In simplest terms, resistance is where the market stops buying because it deems the asset too expensive, while support is the price where the market sees the asset as a bargain and will buy it.

Once either support or resistance lines are breached, however, technical analysts believe that will cause the price of a cryptocurrency to rise or fall in dramatic fashion.

The “resistance” signal roughly translates to something like, “If bitcoin reaches $20,000, then its price will really fly like the wind!” This is because the analyst assumes that when a cryptocurrency’s price has grown to a certain level, its rise has been significant enough to convince people will buy it in droves. In other words, it has broken through some psychological barrier that has prevented people from buying the coin, and there is now enough gusto for the coin to further go up in price.

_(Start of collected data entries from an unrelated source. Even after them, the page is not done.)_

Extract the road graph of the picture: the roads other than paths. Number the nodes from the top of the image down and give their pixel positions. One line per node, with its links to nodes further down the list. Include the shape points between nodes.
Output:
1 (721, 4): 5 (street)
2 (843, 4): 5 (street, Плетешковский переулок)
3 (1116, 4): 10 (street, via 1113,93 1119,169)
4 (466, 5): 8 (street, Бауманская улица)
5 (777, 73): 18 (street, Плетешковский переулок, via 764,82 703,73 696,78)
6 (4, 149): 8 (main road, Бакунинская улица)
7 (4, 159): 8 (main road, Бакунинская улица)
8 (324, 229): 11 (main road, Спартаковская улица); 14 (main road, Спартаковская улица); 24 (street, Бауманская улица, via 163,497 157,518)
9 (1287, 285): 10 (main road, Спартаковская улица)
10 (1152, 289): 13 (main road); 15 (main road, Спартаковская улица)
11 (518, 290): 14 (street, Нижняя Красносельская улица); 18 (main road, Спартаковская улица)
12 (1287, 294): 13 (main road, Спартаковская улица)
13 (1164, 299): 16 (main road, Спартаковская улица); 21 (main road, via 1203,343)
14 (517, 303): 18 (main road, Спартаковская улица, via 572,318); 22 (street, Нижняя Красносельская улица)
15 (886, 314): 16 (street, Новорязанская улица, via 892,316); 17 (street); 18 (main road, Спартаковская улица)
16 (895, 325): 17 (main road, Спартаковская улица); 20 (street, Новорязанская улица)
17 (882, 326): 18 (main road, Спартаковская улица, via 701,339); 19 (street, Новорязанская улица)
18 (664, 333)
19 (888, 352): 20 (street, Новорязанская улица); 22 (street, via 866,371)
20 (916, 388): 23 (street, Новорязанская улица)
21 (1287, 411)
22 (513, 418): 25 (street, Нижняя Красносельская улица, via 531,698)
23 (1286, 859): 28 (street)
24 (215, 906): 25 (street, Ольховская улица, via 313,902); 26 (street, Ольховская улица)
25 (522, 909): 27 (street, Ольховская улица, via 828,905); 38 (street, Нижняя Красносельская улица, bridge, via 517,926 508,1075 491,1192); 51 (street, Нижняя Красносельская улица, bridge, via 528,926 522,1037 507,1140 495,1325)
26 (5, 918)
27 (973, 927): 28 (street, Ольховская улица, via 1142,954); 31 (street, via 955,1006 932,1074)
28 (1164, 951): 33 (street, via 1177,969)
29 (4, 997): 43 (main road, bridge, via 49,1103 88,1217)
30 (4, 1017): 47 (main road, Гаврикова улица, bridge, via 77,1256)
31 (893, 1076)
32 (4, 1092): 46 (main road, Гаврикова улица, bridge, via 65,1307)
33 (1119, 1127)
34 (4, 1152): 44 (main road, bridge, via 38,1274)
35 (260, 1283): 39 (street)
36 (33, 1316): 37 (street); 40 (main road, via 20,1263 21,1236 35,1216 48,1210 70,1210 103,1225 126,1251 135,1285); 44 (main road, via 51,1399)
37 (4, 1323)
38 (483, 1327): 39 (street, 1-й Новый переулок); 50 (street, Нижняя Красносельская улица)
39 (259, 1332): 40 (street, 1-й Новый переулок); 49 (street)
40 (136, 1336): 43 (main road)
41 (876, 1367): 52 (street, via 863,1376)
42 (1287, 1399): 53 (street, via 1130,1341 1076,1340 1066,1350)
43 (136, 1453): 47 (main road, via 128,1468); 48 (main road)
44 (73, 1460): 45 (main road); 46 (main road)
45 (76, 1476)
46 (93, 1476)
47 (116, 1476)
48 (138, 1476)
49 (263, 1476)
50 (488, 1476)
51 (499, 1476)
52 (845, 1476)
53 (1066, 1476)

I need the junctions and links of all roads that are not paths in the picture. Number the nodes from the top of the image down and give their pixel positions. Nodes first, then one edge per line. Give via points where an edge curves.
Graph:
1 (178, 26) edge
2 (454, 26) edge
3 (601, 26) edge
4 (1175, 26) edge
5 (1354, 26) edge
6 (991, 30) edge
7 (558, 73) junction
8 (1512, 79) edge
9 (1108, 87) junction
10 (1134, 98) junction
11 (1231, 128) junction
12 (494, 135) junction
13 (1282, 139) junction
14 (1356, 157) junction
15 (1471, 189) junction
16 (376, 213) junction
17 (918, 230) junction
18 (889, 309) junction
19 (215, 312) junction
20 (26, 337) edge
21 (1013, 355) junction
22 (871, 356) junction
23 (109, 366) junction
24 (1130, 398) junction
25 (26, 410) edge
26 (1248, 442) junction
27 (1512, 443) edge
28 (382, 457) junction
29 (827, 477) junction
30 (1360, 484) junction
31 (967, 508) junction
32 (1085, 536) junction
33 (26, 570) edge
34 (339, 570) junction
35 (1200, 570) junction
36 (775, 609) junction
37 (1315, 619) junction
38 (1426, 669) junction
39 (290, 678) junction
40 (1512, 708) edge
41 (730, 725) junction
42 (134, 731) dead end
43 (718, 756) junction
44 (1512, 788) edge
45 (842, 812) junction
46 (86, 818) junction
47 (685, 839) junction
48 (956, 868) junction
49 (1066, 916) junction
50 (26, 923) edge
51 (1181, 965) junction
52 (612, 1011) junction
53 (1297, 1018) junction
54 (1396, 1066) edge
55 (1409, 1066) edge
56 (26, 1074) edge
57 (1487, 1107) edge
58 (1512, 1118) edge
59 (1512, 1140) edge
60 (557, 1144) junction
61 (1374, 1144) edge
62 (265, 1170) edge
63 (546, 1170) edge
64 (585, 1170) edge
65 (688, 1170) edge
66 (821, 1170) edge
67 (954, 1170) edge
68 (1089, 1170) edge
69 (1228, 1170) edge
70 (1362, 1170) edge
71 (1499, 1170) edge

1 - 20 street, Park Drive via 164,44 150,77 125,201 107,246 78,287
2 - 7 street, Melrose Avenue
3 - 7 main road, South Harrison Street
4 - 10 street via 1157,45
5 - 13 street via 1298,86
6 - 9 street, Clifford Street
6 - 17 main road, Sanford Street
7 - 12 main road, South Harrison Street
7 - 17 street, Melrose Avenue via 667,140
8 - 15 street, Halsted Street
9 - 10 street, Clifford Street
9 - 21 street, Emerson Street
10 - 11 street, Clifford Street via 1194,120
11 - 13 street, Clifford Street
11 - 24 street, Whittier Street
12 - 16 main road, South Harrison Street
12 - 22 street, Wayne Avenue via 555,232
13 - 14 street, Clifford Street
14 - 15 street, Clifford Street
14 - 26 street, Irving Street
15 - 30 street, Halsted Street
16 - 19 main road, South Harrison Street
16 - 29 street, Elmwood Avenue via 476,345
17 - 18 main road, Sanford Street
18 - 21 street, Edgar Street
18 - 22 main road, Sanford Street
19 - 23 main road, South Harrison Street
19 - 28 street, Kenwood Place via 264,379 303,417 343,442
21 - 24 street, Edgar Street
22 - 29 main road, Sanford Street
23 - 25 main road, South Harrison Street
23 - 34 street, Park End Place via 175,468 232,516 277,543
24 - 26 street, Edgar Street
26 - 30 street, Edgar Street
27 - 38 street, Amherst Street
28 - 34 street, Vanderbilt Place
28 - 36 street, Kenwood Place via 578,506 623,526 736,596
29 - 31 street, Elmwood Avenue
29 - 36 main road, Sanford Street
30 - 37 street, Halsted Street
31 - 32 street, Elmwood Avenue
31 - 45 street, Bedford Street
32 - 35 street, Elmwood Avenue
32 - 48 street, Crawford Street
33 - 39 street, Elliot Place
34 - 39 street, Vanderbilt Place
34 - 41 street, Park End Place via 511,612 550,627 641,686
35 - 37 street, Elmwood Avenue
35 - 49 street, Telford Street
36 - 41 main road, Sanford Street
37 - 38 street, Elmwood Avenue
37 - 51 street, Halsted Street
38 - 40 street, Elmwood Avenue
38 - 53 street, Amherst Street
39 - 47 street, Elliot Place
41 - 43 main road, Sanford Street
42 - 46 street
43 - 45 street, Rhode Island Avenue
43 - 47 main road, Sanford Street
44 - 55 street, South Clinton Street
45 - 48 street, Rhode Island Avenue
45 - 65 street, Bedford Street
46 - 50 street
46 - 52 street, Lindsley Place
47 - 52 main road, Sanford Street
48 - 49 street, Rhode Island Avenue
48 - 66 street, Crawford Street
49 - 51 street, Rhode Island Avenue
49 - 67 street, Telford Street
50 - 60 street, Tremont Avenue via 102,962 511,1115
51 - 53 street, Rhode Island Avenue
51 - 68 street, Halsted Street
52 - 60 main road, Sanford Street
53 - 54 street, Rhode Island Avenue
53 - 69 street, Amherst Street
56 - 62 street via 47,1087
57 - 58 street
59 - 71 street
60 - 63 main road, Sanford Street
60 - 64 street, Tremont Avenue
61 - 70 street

But if the market’s winds change, the same analysts might take an opposite tack. “Ah, if bitcoin falls below its support level of $19,500,” they might say, “its price surely will fall much further. Get out while you can!” This is because the analyst assumes that prices have fallen by so much that the market has lost confidence in the coin; if there are no longer enough buyers who consider its price attractive enough to hold, sellers will overpower them. Consequently, the analyst expects the price of the asset to fall.

In a nutshell, these trading signals provide a very rudimentary interpretation of the near future of the market for a cryptocurrency. They are the hallmark of the technical analyst, someone who spends his or her day drawing lines on graphs to determine the future price of an asset, in this instance a cryptocurrency.

The technical analyst relies on historical data to predict the future on the assumption that history repeats itself. These analysts diverge from that other kind of analyst, the fundamental analyst, who values an asset on its inherent qualities. Technical analysts don’t care about that; for them, the crypto market is a numbers game, where past prices and trading volumes inform the future.

How to interpret support and resistance levels when trading

Support and resistance levels are useful to traders who want indications about the near future of a cryptocurrency’s price. A trader who buys a cryptocurrency ahead of a coin breaking through a predicted “resistance” level could sell for a profit shortly after the coin reaches said level, if the coin has, as predicted, risen in price. The converse is true for those who want signals about when to exit the market before a coin becomes oversaturated.

Technical analysts defer to different methodologies when constructing support or resistance lines on popular analytics platforms, like TradingView. The simplest tool is to draw a horizontal line on a coin's charted movements to look at the peaks and troughs, deducing from these events the prices at which traders are likely to buy the cryptocurrency and pump the price, or sell the cryptocurrency and sink the price.

Others use simple moving average trend lines to spot support and resistance levels, using, for instance, 200-day and 50-day moving average lines to identify points of support and resistance:

Bitcoin’s 50-day (blue) and 200-day (orange) moving averages serve as support and resistance for the price. (TradingView)
Bitcoin’s 50-day (blue) and 200-day (orange) moving averages serve as support and resistance for the price. (TradingView)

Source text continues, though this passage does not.